/---
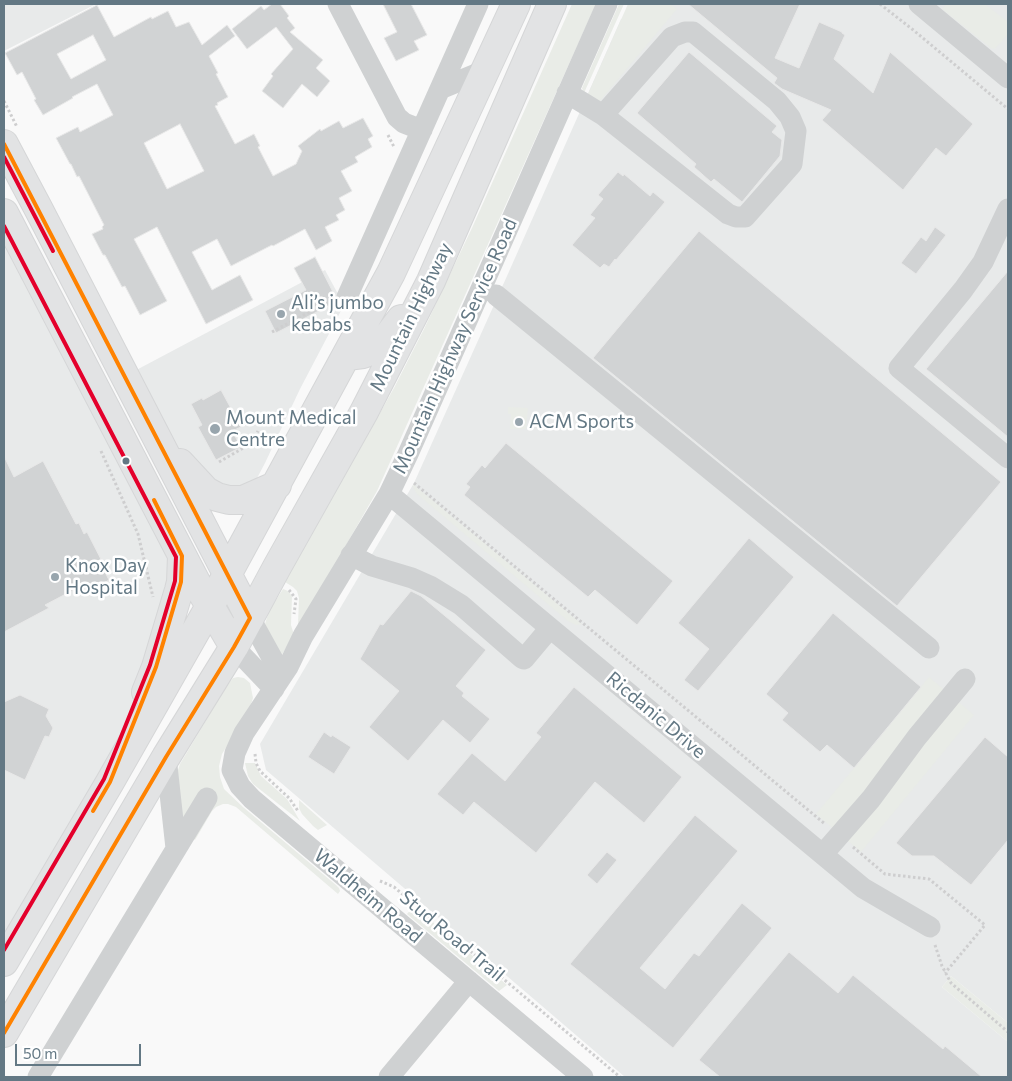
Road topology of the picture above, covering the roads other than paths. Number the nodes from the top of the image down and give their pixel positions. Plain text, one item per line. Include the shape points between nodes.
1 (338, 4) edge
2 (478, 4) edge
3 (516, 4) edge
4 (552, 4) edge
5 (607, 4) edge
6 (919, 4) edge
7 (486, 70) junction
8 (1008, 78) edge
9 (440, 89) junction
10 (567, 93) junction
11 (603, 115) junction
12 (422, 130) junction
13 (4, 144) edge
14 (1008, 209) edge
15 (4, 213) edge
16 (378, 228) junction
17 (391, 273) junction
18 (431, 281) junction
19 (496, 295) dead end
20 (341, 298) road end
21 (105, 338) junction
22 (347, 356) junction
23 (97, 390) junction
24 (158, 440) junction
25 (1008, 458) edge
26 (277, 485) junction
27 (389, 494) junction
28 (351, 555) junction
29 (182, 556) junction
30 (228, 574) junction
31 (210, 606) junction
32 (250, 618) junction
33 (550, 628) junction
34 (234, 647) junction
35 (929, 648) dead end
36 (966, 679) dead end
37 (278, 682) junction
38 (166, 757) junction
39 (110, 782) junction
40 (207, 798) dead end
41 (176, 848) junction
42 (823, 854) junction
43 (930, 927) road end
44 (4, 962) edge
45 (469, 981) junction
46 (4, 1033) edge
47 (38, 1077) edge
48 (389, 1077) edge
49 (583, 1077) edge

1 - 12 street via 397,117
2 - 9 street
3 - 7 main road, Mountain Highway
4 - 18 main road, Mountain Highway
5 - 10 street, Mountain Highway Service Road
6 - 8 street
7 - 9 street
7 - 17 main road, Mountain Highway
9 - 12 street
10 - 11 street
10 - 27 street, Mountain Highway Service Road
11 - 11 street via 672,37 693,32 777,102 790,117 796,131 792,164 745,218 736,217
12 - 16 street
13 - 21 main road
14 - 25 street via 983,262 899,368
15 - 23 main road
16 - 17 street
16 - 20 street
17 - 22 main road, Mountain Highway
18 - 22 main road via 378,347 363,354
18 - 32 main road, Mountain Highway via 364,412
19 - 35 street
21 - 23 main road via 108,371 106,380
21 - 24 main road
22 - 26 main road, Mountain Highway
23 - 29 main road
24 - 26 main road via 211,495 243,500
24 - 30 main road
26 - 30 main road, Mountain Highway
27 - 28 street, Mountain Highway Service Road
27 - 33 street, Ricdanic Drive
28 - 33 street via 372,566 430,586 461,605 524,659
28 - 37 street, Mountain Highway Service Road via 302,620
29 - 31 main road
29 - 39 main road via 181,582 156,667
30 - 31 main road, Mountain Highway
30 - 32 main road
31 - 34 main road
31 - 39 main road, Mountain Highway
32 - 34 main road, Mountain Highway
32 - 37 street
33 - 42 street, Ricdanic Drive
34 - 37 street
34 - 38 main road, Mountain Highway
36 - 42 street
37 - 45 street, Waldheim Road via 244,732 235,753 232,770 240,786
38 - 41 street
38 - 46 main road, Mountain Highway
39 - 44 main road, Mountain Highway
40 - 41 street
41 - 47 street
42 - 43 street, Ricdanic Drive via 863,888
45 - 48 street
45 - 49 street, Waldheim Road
\---
> **YOUR TASK**
Note every line in the material with "Service" and copy it.

> **EXPECTED ANSWER**
5 - 10 street, Mountain Highway Service Road
10 - 27 street, Mountain Highway Service Road
27 - 28 street, Mountain Highway Service Road
28 - 37 street, Mountain Highway Service Road via 302,620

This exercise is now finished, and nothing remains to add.